Exercise objective –
Search the entries below for "Clarence". Report each line where it occurs.

Saved entries
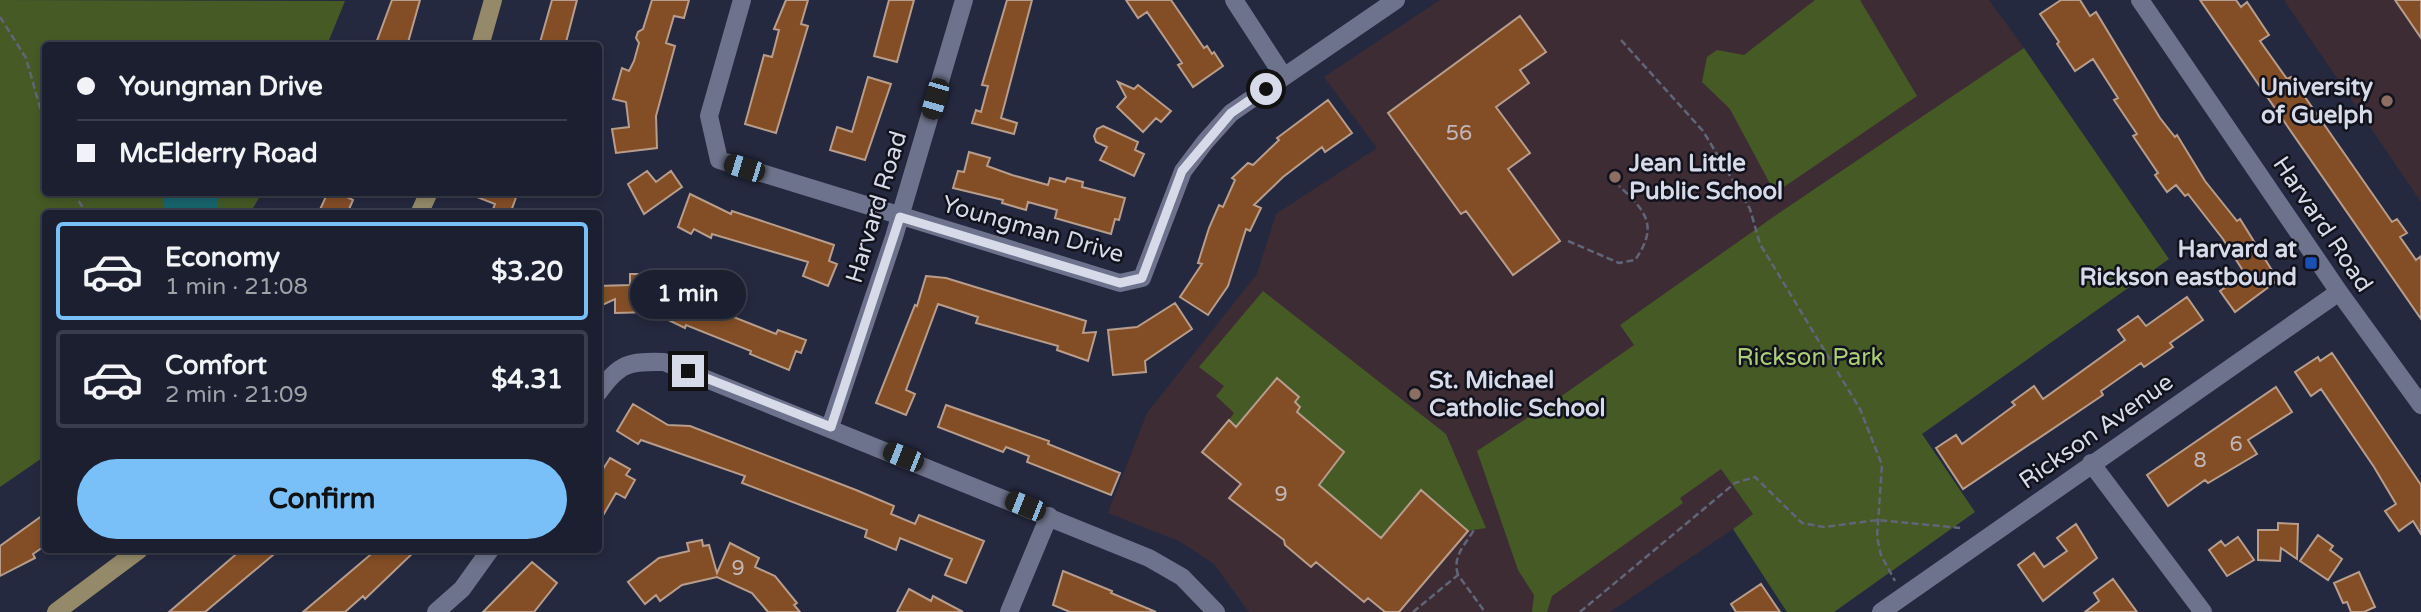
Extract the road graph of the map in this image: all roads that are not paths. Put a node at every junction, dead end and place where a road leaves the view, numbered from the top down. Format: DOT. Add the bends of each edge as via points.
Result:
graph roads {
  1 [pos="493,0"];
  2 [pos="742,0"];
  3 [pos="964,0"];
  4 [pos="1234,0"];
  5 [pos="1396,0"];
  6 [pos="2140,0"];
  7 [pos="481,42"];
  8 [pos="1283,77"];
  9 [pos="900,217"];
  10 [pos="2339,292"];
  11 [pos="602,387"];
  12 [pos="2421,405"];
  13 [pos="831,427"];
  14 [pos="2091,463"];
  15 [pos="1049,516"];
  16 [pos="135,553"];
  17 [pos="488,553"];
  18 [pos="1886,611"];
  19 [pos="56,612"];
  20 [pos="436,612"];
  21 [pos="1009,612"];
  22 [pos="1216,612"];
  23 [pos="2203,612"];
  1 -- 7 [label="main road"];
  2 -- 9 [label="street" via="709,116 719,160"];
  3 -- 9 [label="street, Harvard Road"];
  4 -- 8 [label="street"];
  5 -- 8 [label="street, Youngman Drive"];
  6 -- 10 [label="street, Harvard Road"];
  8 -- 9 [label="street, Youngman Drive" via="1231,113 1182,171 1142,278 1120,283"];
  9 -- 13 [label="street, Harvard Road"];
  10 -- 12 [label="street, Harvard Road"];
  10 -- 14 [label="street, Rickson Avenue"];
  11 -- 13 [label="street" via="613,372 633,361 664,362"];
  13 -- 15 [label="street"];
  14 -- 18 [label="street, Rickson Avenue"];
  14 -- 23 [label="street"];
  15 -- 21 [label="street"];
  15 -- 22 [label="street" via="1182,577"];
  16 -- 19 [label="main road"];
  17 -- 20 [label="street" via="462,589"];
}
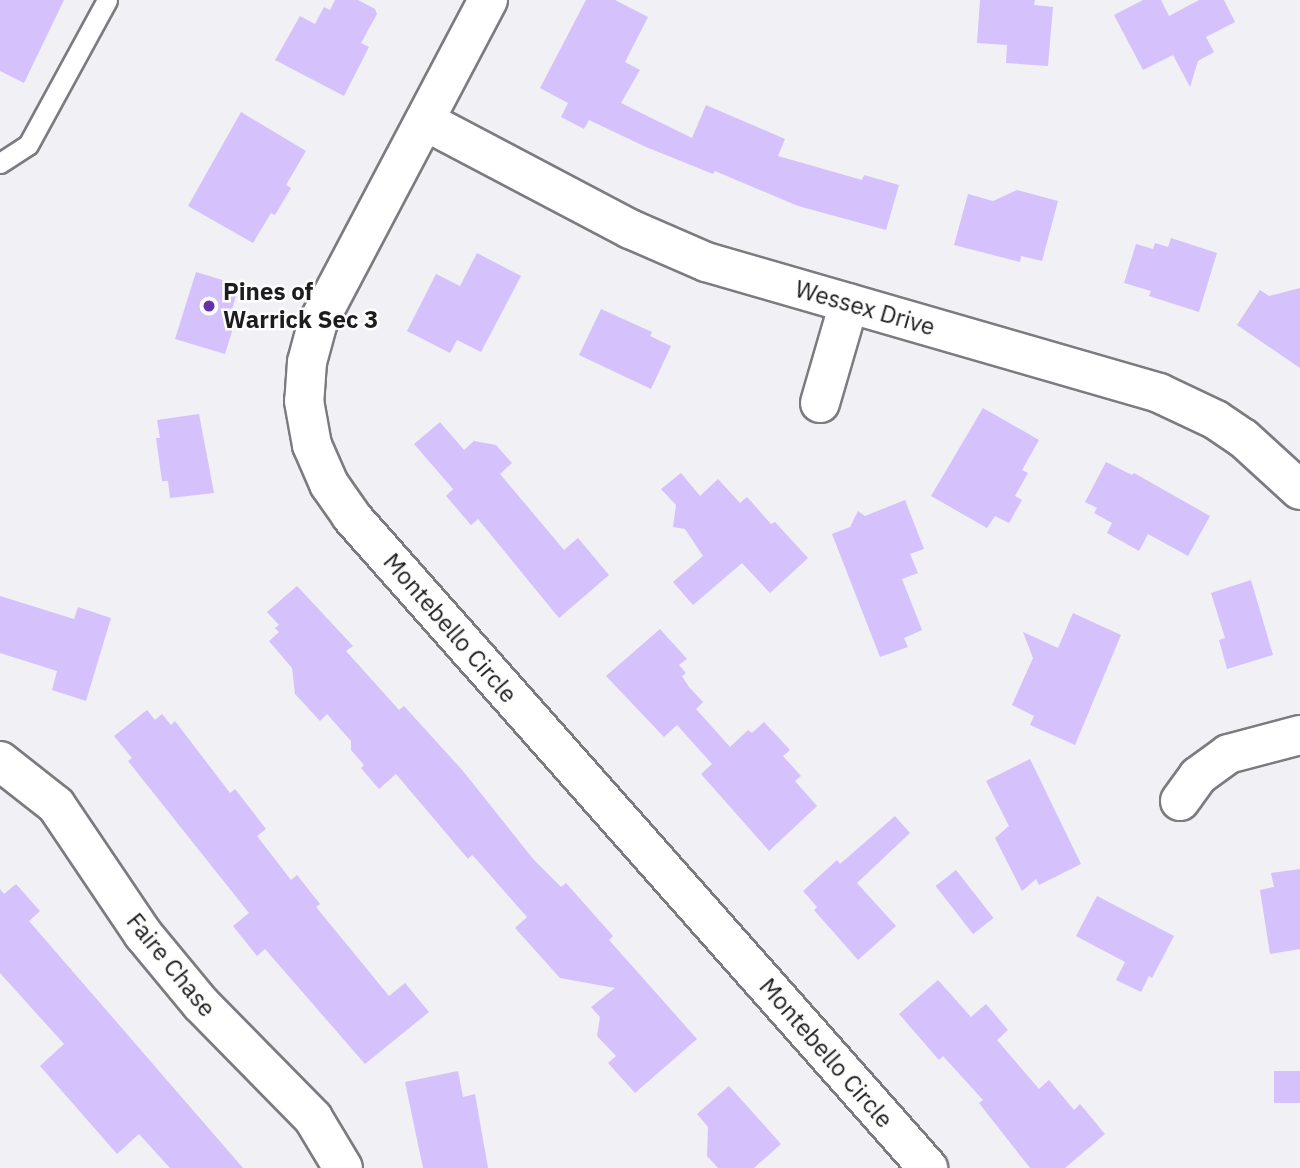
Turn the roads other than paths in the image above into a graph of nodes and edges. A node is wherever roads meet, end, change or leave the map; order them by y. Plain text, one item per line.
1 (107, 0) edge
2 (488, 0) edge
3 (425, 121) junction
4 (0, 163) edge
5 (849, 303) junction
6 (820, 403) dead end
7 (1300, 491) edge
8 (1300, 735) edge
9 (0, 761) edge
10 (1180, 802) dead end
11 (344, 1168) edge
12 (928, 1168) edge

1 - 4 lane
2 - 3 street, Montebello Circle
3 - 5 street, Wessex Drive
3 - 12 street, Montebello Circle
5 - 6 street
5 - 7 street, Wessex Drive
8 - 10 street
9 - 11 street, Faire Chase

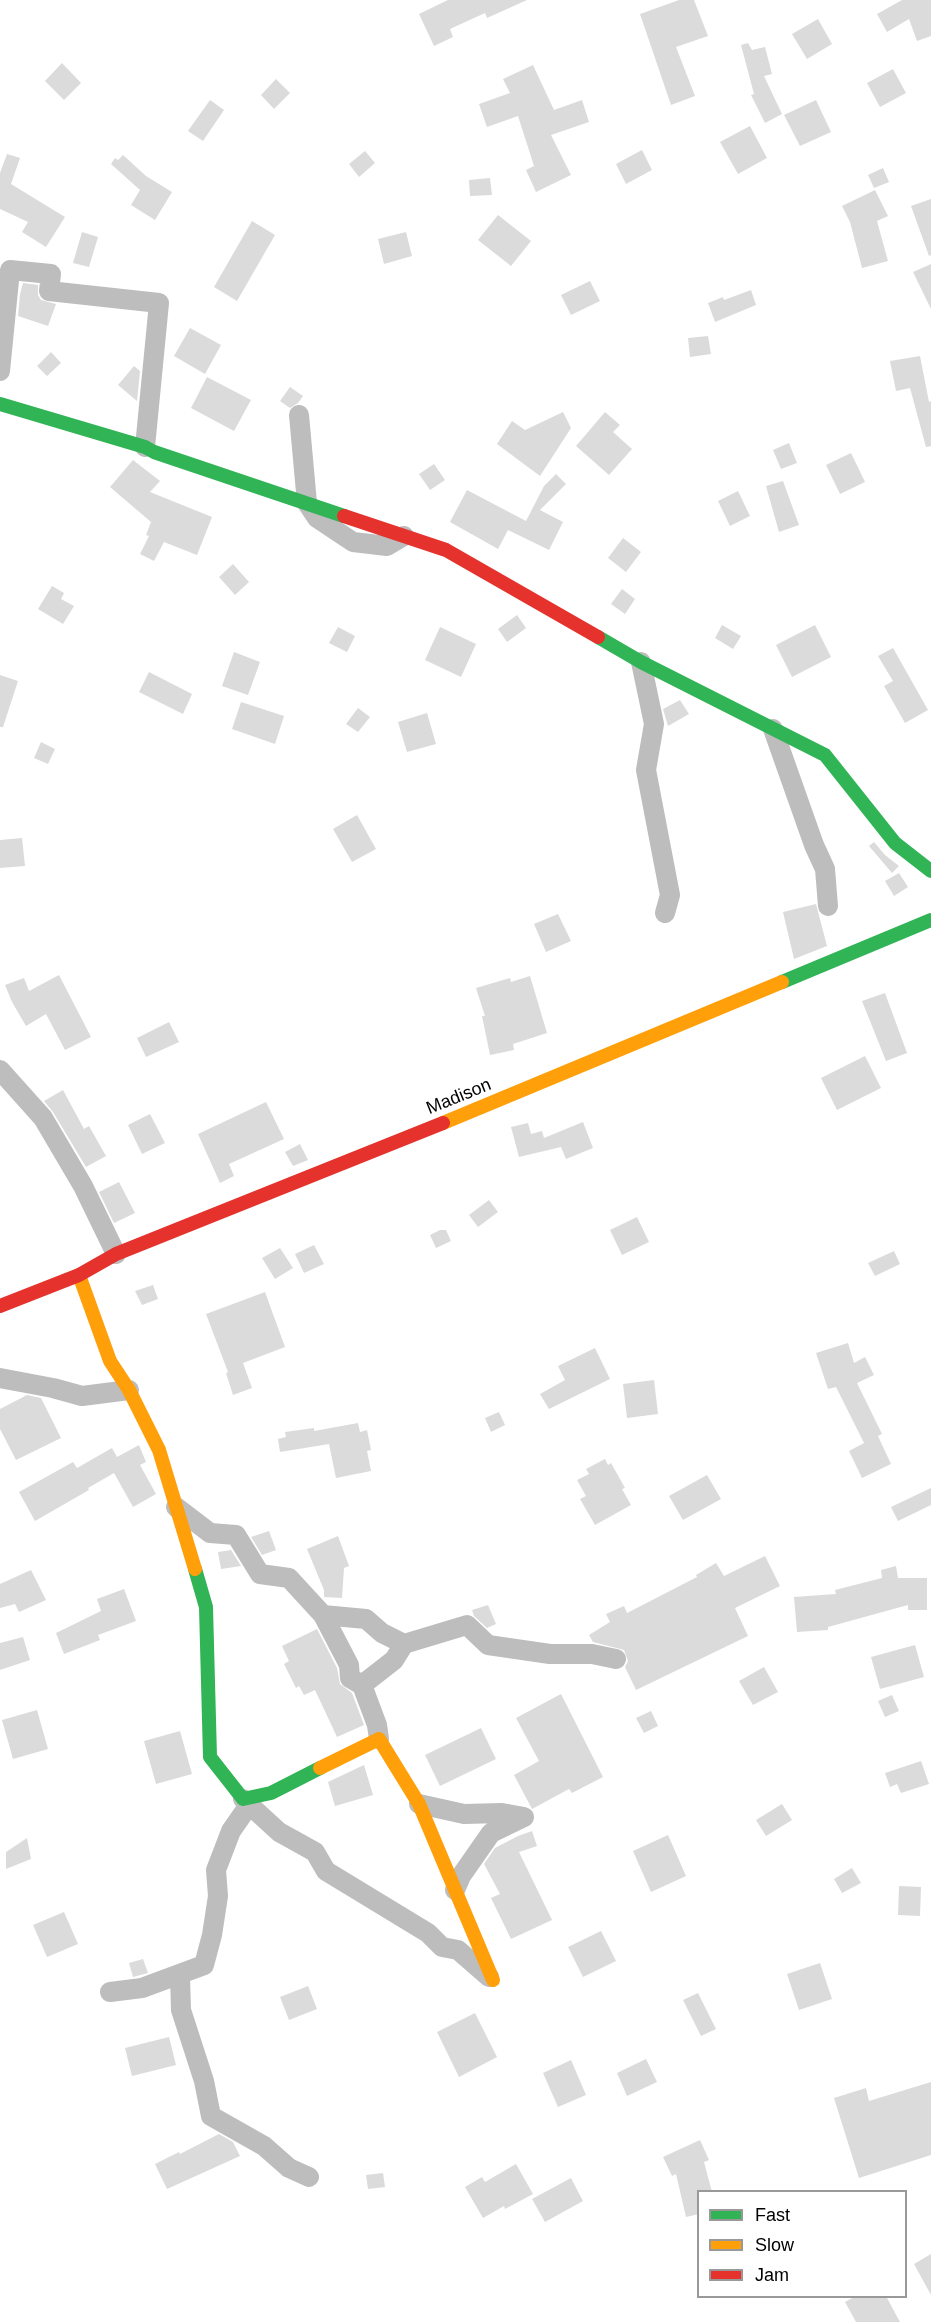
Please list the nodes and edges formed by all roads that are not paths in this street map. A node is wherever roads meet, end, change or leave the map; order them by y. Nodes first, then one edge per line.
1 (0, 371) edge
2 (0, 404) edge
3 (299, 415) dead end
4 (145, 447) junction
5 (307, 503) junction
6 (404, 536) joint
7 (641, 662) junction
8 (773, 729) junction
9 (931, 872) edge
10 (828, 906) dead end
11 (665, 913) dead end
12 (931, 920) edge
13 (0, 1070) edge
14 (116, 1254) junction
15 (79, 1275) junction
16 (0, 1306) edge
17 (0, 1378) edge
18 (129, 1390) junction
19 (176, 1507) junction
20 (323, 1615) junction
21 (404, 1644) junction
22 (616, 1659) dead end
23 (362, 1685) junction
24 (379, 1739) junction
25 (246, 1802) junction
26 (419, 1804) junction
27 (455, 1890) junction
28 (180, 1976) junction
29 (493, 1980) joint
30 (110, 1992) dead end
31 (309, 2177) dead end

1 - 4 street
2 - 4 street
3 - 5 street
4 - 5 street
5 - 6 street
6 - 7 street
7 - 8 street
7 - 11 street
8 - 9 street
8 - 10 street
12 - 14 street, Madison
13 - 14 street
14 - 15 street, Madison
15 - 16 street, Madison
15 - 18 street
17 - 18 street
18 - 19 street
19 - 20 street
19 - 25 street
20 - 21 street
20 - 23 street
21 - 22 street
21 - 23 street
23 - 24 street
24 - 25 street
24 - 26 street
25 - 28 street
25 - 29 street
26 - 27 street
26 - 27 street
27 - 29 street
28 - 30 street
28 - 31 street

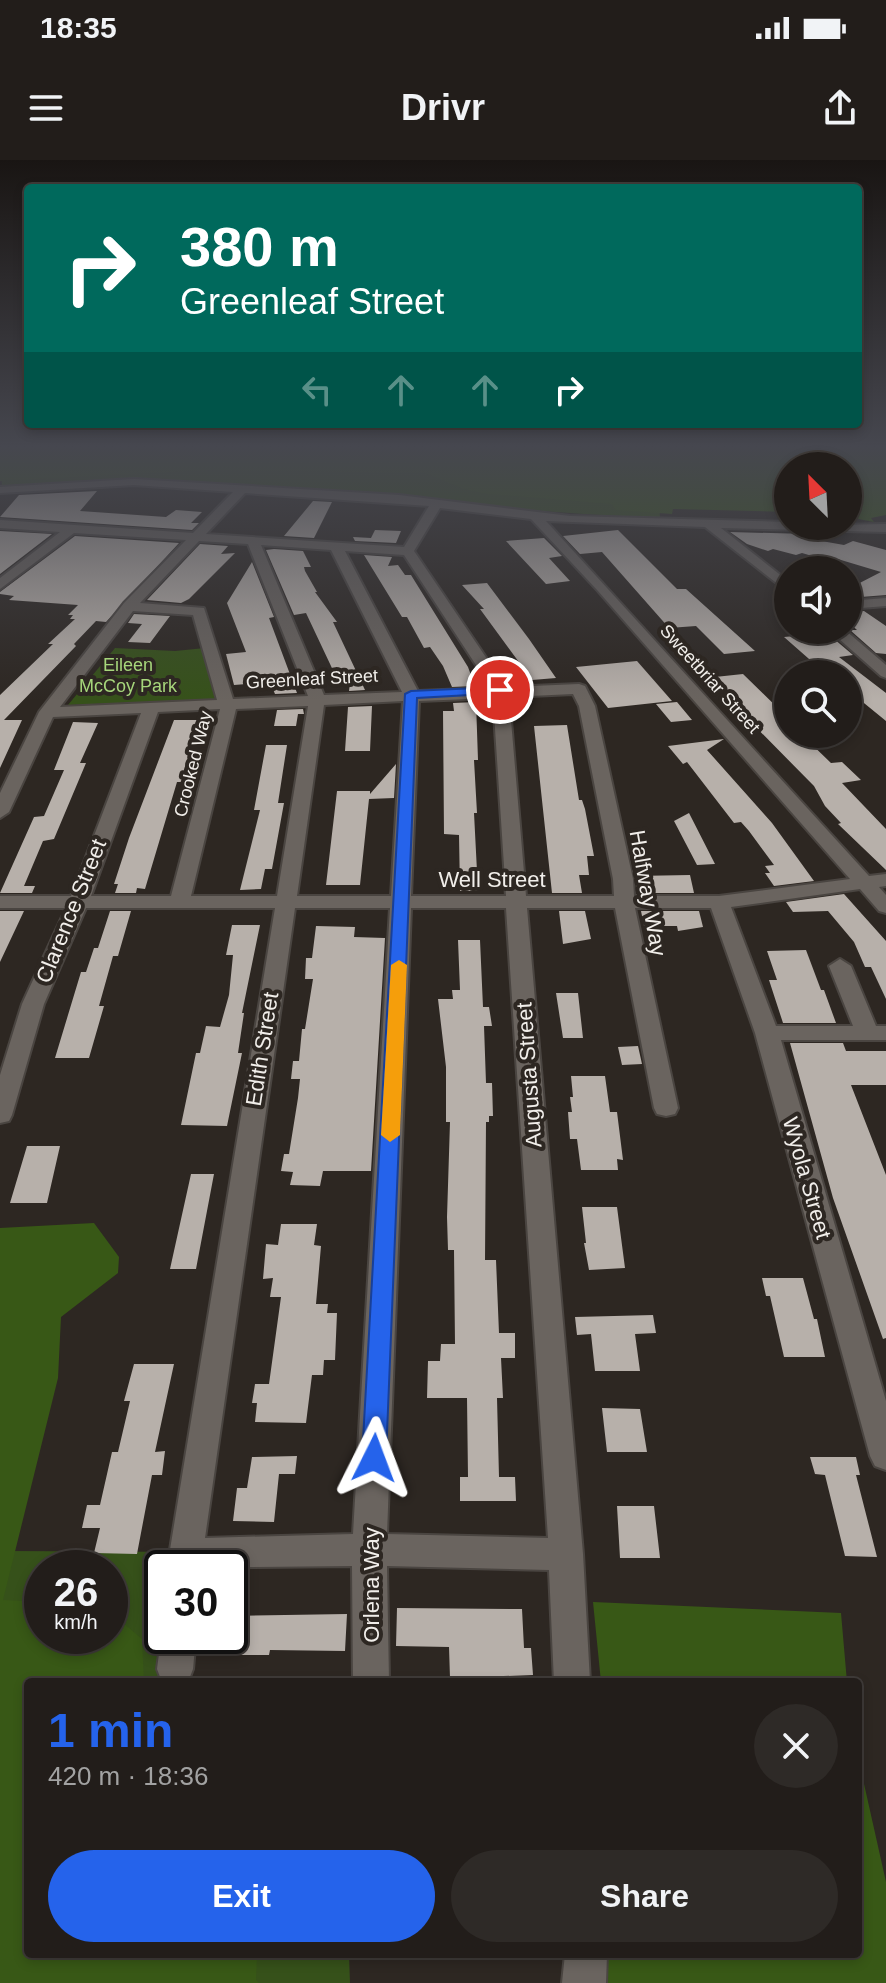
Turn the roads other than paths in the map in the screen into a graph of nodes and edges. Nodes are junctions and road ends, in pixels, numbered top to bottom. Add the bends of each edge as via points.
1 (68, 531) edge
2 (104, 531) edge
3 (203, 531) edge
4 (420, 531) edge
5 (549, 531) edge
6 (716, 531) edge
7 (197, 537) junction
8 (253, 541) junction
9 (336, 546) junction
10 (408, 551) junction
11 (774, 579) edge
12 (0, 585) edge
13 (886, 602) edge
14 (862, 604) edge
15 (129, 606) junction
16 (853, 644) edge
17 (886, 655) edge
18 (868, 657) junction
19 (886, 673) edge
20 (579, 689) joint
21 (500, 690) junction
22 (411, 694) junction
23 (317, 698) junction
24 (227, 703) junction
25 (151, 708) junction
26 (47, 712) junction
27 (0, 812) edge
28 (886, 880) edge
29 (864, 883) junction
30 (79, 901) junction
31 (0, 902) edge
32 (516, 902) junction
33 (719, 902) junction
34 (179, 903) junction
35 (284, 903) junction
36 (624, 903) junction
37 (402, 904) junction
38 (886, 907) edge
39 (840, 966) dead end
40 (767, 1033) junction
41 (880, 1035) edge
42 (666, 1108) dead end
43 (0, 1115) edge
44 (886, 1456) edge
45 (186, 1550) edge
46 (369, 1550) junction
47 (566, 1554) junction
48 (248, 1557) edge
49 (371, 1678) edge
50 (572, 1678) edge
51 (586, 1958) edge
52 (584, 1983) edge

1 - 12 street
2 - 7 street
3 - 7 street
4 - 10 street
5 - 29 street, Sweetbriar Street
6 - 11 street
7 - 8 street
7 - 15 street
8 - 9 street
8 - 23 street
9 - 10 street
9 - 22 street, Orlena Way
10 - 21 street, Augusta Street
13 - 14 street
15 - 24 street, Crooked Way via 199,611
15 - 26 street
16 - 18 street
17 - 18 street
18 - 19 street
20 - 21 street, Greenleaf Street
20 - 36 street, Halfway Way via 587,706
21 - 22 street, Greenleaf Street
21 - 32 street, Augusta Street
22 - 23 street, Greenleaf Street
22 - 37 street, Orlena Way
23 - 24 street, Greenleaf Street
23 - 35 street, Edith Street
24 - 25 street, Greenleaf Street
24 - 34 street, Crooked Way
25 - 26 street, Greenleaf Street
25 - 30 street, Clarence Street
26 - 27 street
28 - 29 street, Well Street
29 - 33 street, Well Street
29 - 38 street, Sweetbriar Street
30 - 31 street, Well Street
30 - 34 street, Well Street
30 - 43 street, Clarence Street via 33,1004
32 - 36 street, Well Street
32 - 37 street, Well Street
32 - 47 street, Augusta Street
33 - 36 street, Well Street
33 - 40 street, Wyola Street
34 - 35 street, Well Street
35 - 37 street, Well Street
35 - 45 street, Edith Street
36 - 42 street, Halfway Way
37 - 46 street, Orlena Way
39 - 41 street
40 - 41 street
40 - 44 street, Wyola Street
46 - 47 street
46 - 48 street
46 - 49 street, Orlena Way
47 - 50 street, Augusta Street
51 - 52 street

Task solution –
25 - 30 street, Clarence Street
30 - 43 street, Clarence Street via 33,1004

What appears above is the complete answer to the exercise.